I am trying to perform a linear regression with 10 independent and 3 dependent variables. For every sample, the sum of independent variables equals one and so does the sum of the dependent variables. Data is divided into 5 groups. I am trying to build a no-pooling model with independent inference for each group. While I can build individual models for each group, I thought of following the method of group_indexes in the likelihood function so that I can further build hyper-priors and test a hierarchical model. The coefficients of linear regressions are also bounded to [0, 1] so a Dirichlet prior was the option.
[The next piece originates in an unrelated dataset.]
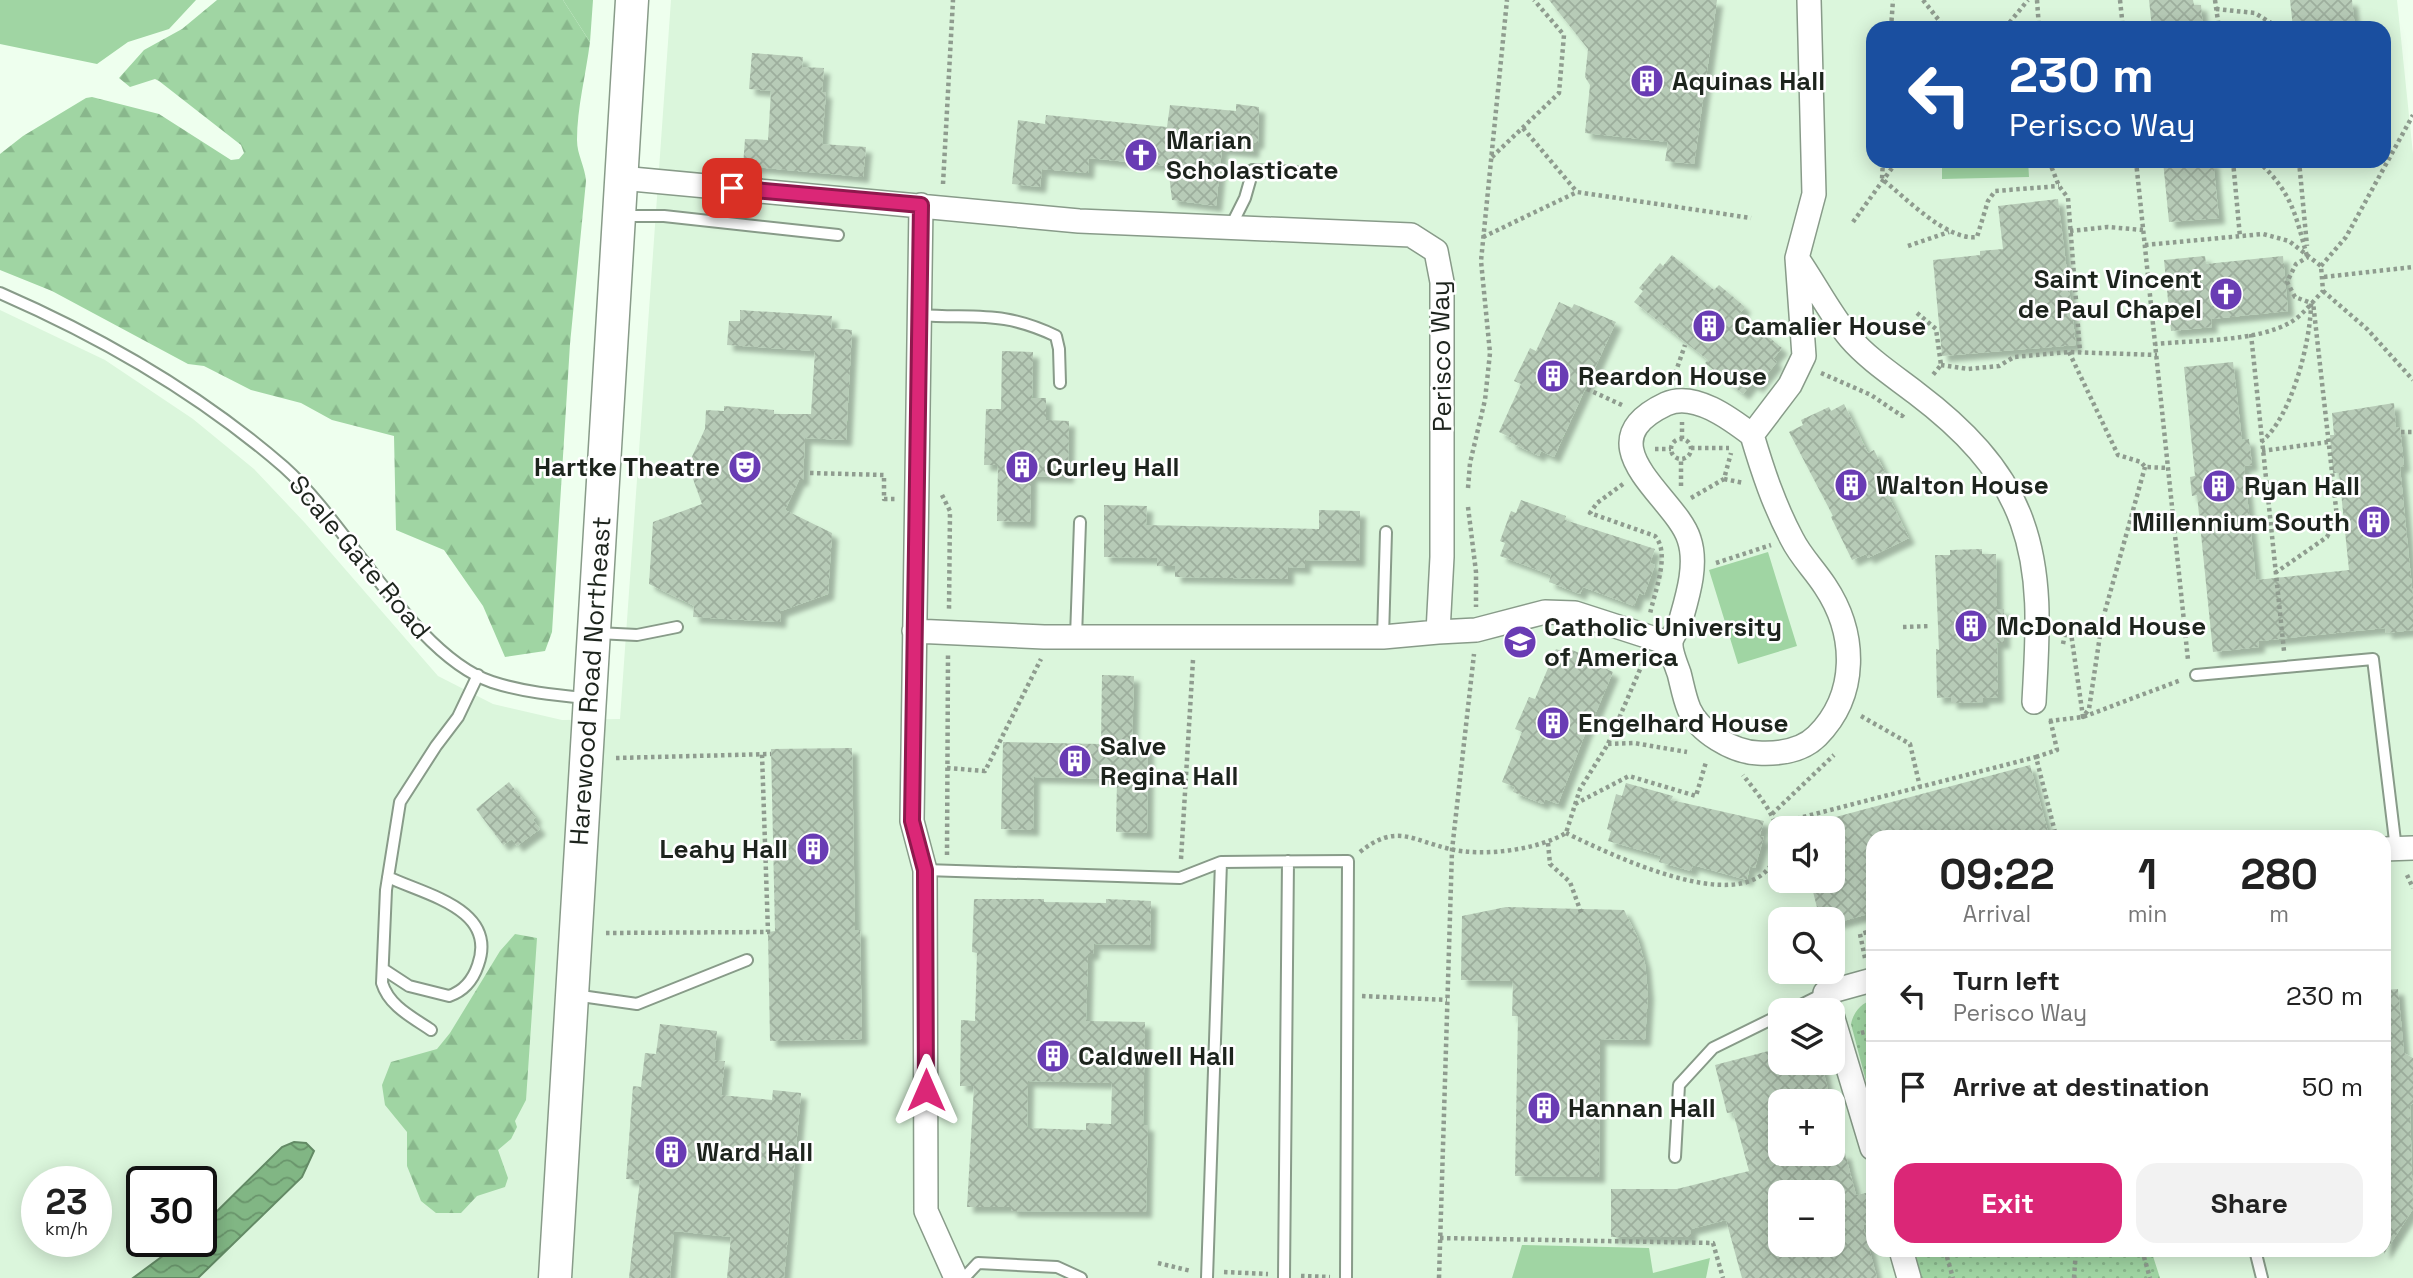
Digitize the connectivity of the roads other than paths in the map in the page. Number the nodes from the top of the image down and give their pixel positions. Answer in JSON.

A Dirichlet prior also lets me simultaneously model the 3 dependent variables that add up to one (this is feasible as my independent variables also add up to one) My model looks like this.

from scipy import stats
import numpy as np
import pymc3 as pm

n_features = 10
dependent_count = 3
group_count  = 5

x = stats.dirichlet(a=np.ones(n_features)).rvs(1000)
y = stats.dirichlet(a=np.ones(dependent_count)).rvs(1000)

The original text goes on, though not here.